**Task description**:
In the material below, how many lines contain "paths"? Answer with the number alone.

**Available records**:
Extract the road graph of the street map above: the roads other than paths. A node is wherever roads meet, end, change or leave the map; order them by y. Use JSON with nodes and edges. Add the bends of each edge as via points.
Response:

* * *

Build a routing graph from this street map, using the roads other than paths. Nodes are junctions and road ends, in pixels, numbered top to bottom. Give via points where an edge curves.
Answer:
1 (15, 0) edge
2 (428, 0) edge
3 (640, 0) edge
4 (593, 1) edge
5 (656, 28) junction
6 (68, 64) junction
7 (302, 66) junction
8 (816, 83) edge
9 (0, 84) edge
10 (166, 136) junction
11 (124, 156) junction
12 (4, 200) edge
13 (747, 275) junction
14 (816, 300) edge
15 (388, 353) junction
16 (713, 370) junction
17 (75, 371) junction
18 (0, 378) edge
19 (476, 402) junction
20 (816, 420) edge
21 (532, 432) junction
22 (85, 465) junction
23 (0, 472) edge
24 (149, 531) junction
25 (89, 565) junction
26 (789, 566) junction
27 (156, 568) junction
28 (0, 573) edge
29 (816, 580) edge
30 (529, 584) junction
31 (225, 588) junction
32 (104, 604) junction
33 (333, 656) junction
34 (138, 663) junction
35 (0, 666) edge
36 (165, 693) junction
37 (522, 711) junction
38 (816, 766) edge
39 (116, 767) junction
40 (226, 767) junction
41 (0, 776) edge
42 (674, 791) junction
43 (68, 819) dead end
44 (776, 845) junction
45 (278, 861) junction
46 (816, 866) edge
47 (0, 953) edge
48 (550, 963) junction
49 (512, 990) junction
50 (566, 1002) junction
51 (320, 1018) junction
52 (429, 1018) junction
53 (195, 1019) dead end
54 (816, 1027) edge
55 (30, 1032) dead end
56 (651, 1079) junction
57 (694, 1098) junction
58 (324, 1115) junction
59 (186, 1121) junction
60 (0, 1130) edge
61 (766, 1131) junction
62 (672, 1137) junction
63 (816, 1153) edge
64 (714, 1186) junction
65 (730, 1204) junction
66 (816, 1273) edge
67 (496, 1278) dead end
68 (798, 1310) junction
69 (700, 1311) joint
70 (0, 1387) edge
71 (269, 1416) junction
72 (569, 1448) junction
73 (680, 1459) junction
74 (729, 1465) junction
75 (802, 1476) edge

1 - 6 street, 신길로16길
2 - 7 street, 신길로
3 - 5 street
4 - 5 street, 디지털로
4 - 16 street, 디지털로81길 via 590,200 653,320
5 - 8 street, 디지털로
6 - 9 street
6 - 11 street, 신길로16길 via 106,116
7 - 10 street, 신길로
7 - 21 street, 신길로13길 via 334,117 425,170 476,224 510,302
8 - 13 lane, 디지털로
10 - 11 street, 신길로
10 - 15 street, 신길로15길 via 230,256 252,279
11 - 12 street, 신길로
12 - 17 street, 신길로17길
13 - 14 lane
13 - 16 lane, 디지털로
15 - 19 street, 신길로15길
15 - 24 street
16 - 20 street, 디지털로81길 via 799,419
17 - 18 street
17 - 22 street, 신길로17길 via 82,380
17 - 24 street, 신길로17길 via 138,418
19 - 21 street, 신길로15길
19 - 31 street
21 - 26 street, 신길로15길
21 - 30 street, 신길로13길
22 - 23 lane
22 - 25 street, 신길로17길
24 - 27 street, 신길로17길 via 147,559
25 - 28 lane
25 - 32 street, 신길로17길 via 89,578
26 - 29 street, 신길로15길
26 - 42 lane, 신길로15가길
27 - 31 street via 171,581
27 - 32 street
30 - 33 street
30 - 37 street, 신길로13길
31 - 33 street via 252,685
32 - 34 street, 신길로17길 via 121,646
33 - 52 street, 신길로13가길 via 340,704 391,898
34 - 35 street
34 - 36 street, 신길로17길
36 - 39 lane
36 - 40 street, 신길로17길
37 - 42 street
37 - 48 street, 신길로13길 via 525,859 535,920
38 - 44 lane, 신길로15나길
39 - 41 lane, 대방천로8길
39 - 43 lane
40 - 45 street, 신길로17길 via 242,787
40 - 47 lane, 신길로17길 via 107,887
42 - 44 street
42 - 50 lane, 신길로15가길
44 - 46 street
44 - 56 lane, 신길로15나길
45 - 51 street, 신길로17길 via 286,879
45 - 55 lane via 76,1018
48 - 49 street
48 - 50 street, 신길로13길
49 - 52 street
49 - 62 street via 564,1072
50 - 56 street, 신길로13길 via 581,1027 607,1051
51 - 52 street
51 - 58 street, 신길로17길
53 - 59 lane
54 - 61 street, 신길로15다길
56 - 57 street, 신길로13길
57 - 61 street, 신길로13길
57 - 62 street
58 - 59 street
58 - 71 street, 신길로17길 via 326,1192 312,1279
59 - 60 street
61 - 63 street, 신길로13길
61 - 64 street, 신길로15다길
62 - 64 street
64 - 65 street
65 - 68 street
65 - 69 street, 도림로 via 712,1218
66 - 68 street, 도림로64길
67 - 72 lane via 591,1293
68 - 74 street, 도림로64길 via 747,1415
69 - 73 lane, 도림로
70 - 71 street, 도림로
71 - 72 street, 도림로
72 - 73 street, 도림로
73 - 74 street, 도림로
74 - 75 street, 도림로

**Answer to this problem**:
2